# [WORK TO BE COMPLETED]
Give back a single figure: the number of lines in the entries below that contain "hand".

# [MATERIAL FOR THIS TASK]
- - - - -

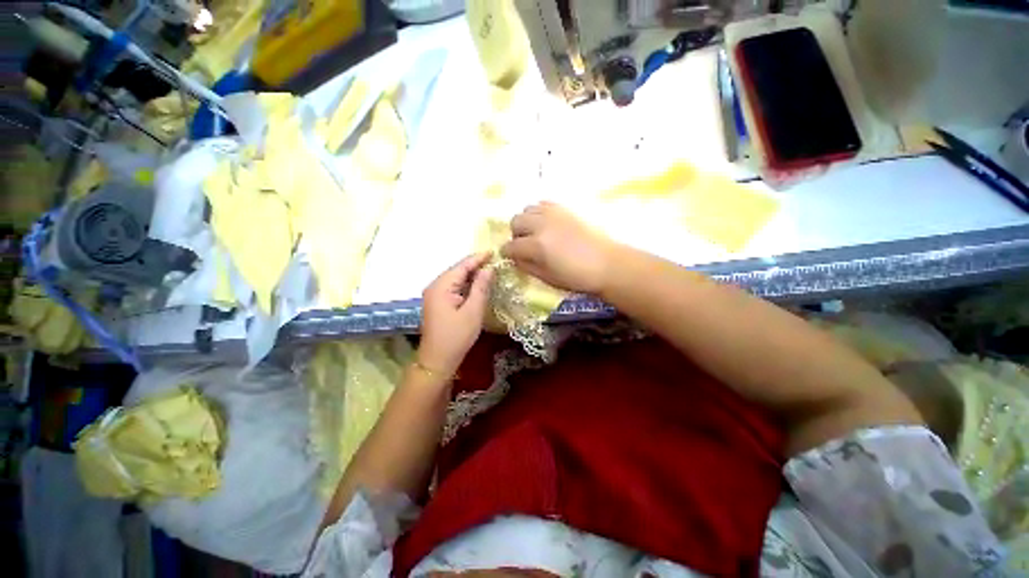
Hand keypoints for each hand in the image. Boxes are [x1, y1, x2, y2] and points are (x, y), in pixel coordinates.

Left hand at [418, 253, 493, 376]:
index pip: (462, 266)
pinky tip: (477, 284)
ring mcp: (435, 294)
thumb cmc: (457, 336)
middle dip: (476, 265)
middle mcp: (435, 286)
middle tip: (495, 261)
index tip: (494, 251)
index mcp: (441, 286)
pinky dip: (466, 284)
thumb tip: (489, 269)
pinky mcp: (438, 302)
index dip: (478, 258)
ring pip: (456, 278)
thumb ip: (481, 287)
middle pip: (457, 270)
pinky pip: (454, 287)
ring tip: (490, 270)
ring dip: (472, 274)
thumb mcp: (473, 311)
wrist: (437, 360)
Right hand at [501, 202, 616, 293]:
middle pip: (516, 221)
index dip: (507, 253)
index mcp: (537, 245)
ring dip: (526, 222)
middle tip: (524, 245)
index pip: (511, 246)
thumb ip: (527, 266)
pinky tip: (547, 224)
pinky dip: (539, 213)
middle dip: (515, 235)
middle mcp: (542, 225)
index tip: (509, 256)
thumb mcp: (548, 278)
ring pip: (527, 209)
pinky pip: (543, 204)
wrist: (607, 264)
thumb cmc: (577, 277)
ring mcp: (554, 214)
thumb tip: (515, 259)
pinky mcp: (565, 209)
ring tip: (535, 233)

- - - - -

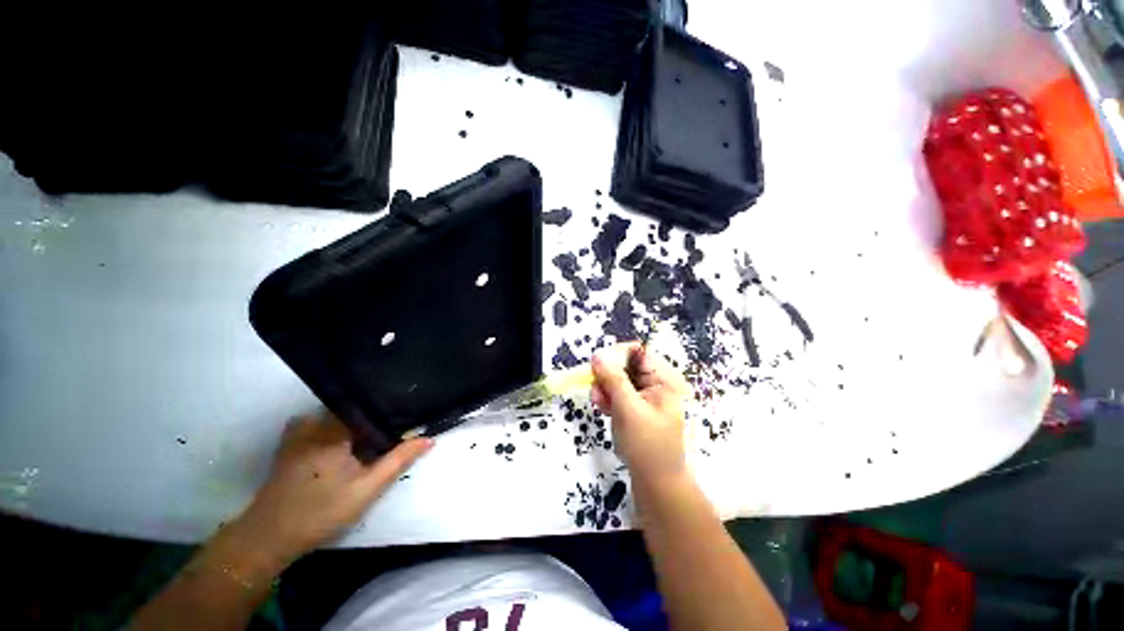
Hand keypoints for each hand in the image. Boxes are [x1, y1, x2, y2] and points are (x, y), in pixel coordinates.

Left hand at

- - - - -

# [FINAL ANSWER]
5